▸ What to work on
Wherever a line in the records contains the word "rows", return that line.

**** Supplied data ****

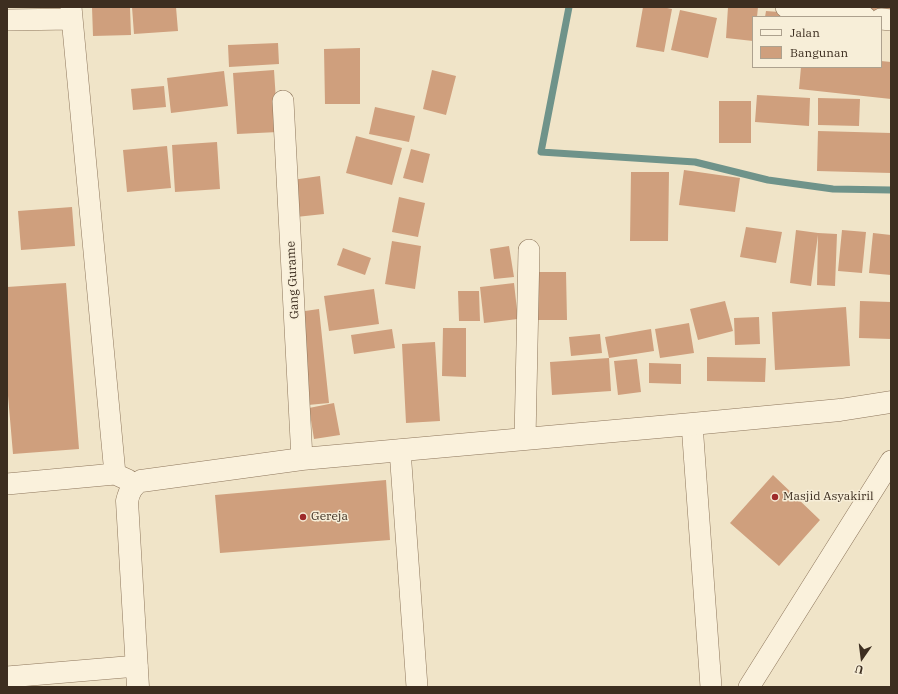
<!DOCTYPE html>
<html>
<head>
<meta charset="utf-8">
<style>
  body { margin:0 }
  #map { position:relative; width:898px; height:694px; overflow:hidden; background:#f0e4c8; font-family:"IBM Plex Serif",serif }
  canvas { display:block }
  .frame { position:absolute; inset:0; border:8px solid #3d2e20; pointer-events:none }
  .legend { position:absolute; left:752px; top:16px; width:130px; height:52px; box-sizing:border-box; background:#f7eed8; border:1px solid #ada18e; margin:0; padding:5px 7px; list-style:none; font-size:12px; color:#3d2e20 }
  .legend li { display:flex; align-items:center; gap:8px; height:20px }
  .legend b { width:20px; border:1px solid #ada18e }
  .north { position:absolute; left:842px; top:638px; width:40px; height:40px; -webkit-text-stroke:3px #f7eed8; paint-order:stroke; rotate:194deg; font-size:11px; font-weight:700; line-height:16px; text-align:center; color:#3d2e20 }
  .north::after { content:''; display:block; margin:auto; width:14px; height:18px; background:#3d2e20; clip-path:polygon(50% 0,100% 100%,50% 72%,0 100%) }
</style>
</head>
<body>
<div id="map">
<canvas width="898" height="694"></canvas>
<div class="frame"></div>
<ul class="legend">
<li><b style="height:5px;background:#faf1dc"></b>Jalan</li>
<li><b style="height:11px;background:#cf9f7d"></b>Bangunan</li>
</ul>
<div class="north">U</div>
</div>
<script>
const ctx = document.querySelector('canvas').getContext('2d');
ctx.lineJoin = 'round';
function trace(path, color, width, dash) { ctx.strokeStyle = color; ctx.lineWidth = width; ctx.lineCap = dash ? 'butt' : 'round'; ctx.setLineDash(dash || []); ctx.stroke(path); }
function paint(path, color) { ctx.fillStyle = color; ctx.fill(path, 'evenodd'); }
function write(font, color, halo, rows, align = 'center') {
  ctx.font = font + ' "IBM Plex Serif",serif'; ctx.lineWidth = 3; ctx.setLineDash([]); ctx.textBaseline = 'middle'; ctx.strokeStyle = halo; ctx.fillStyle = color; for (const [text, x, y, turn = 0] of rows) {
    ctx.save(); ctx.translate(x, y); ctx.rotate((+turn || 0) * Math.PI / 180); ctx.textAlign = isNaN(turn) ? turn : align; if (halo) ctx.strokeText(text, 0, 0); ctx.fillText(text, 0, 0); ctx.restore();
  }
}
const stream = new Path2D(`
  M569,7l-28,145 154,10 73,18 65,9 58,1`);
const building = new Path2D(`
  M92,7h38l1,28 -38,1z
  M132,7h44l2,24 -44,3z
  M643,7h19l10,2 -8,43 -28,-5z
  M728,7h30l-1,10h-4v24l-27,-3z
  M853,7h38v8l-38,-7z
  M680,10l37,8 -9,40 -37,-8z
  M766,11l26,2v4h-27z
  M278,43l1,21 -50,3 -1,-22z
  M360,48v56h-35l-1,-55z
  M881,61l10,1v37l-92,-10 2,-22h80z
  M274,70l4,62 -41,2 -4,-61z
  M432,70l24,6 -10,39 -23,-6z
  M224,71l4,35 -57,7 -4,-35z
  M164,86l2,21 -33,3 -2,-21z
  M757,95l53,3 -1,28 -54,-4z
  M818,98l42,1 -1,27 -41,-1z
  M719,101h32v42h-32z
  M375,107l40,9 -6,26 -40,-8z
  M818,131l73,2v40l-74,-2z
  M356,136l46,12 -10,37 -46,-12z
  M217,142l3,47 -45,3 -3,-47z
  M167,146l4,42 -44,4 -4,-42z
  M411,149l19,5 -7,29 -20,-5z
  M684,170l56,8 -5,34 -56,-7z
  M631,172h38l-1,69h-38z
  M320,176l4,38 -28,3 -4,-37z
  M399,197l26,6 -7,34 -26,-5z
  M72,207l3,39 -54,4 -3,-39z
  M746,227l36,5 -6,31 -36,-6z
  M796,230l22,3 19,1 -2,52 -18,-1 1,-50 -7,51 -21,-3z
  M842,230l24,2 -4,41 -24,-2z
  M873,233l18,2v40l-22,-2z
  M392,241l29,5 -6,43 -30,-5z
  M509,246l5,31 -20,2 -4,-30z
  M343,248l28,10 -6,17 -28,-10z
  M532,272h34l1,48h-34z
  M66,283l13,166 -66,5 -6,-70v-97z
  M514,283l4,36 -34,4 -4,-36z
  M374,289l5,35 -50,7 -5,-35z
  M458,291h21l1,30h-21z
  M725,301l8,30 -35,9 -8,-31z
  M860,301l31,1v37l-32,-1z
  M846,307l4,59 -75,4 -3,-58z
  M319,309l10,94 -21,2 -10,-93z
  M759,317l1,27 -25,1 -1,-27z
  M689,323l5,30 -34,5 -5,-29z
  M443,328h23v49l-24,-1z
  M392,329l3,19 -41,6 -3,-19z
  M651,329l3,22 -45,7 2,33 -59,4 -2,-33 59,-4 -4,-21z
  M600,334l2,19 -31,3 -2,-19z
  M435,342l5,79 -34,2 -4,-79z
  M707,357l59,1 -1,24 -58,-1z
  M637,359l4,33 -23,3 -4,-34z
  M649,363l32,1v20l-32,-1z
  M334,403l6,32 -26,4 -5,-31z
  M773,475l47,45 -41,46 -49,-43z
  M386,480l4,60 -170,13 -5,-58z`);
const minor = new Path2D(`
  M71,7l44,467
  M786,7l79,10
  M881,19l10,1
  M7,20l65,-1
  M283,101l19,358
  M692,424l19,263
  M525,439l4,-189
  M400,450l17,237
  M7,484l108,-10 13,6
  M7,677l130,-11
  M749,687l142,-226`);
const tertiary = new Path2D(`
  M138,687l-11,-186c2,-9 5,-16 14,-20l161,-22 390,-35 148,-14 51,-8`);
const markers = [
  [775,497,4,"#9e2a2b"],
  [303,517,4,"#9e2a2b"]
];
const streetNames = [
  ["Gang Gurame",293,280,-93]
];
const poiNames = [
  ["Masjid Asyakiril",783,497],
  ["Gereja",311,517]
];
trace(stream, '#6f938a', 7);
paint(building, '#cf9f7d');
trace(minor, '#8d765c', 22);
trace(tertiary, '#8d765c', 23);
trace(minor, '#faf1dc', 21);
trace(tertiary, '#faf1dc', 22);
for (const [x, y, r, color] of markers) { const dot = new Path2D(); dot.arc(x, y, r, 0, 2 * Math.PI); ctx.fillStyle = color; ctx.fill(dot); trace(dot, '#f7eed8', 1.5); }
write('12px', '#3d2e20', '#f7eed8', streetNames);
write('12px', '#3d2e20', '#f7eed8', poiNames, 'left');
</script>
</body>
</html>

****

▸ Solution to this problem
function write(font, color, halo, rows, align = 'center') {
  ctx.font = font + ' "IBM Plex Serif",serif'; ctx.lineWidth = 3; ctx.setLineDash([]); ctx.textBaseline = 'middle'; ctx.strokeStyle = halo; ctx.fillStyle = color; for (const [text, x, y, turn = 0] of rows) {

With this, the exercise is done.